I am a week and a day late with this, but first, a belated happy birthday to Evelyn - Dick, it was good to hear you talk about of her double celebration last week, and Mom, I liked your poem for her.  And I never knew until this year that both of your mothers shared the same birthday!

This is from the post on my Confluence blog yesterday, the poem I wrote and Dan read at Grandma Bunny's funeral reception, but I think it might work just as well as a tribute to Evelyn, whom I know mostly through the smiles of her son and grandkids.


In Your Smile


She lives in your warm smile
     and your easy laugh,
     your purposeful hugs;
She lives in the way you keep house
     and home and family together,
     in the part of you too that would see the world;
She is in your eyes and all they have seen,
     in your hands resting gently on tired shoulders,
     in your heart of tender steel;
She drives with you through Minnesota,
     away from the cities and farms
     to where the trees turn birch
     and the lakes become personal;
She stands with you at the front door,
     welcoming, and again
     with your smile your laugh your hugs;

She will be forever the reason
     you are cousin, sister, brother,
     the ones to call her grandma,
     the man who named her Bunny;

She will linger
     in your lefse heritage, your Norwegian souls,
     in the percolating aromas of morning coffee
     in the happy of happy hour;

She will resonate
     in your day to day testimony,
     your quiet evening prayer,
     the hymn you hum.
Once she was the one
     who worked the lathe
     and weaved rugs
     and moved heavy stones to a beachfront dock;

It was not long ago
     she paddled a canoe
     and cleaned the fish we caught;
     not so long ago we drove to Idaho
And she worked crossword puzzles
     and knitted sweaters
     and baked pies and cookies

She would gently massage the knots out of your neck
     without you ever asking
     and one day she hugged you 
           from the back of your chair
     and said I am so happy you are here.
Now you hike through the woods
     and walk a beast of a dog;
     you find your lifelong companion
     and you keep planting trees
     and watching them grow;
And you travel the world
     and you never run out of places to go
     but you keep coming home

To sit on the deck, to watch
     the rising sun, the setting sun
     or in the house by the hearth
     you watch the fire
And you will hold this as long as you can,
     maybe you will glimpse heaven,
     or simply appreciate the moment
But you will smile
     and she will live on in your smile.

1 comment:

  1. Indeed, this poem makes me smile.
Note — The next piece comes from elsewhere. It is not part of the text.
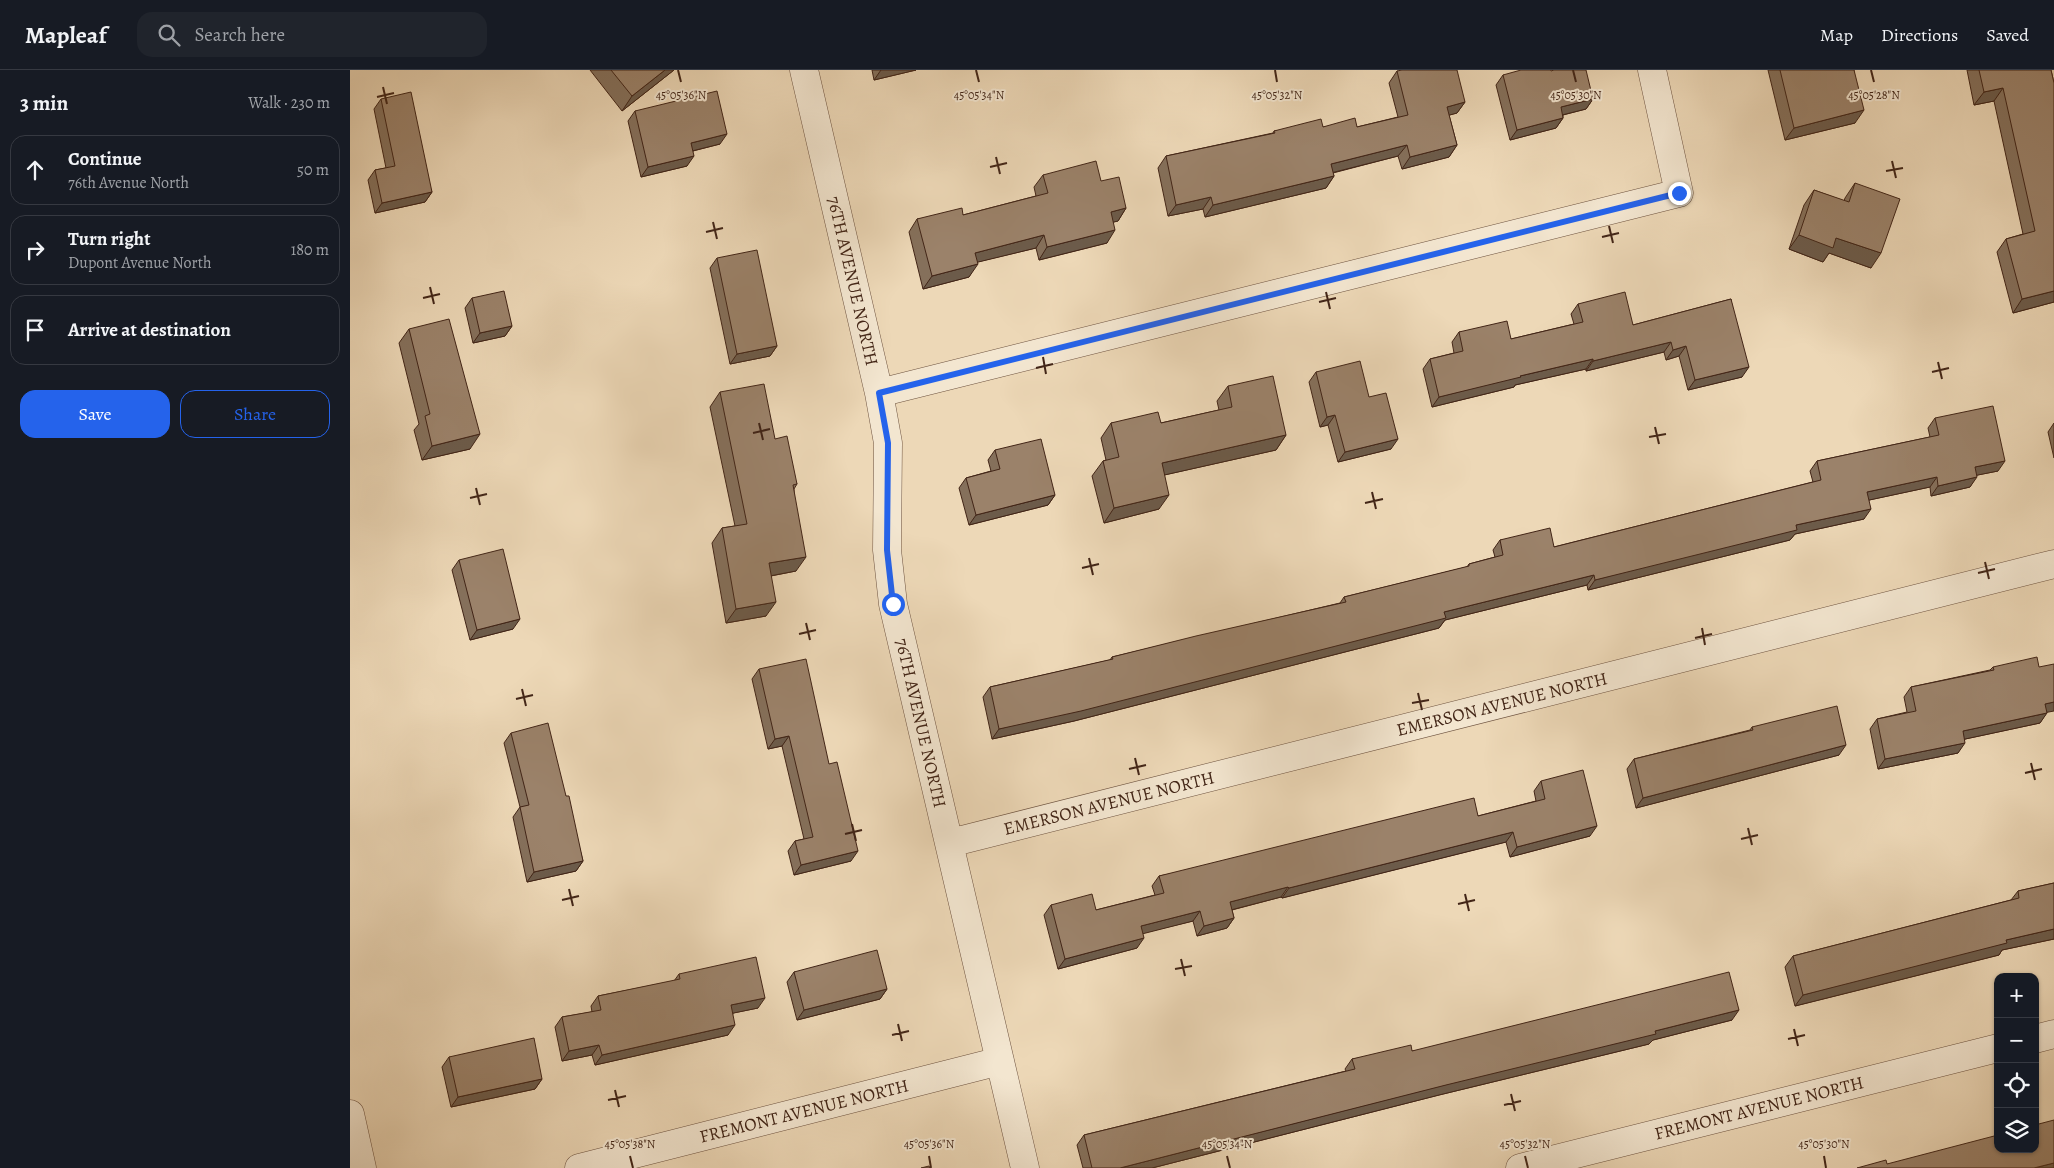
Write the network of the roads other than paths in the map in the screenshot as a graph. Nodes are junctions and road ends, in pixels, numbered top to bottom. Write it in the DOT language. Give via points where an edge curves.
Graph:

Six years ago, when I called Mom on the car phone coming up from Arizona, I wept in all the joy that this poem--being drafted at the time--contains. Among a thousand things, I learned the 'J stroke' on the canoe from the wonderful teaching touch of Grandma. I read several dozen books at Lac La Belle, especially those she recommended from Dickens and Flaubert. Believe it or not, she taught a clumsy-kitchen me how to cook, Northern Pike with bacon, broccoli and potatoes au gratin. Grandma taught us to use our hands, our tools, our minds in all designs. This poem is one for the ages, the newborns who spontaneously smile when grandmas stop by.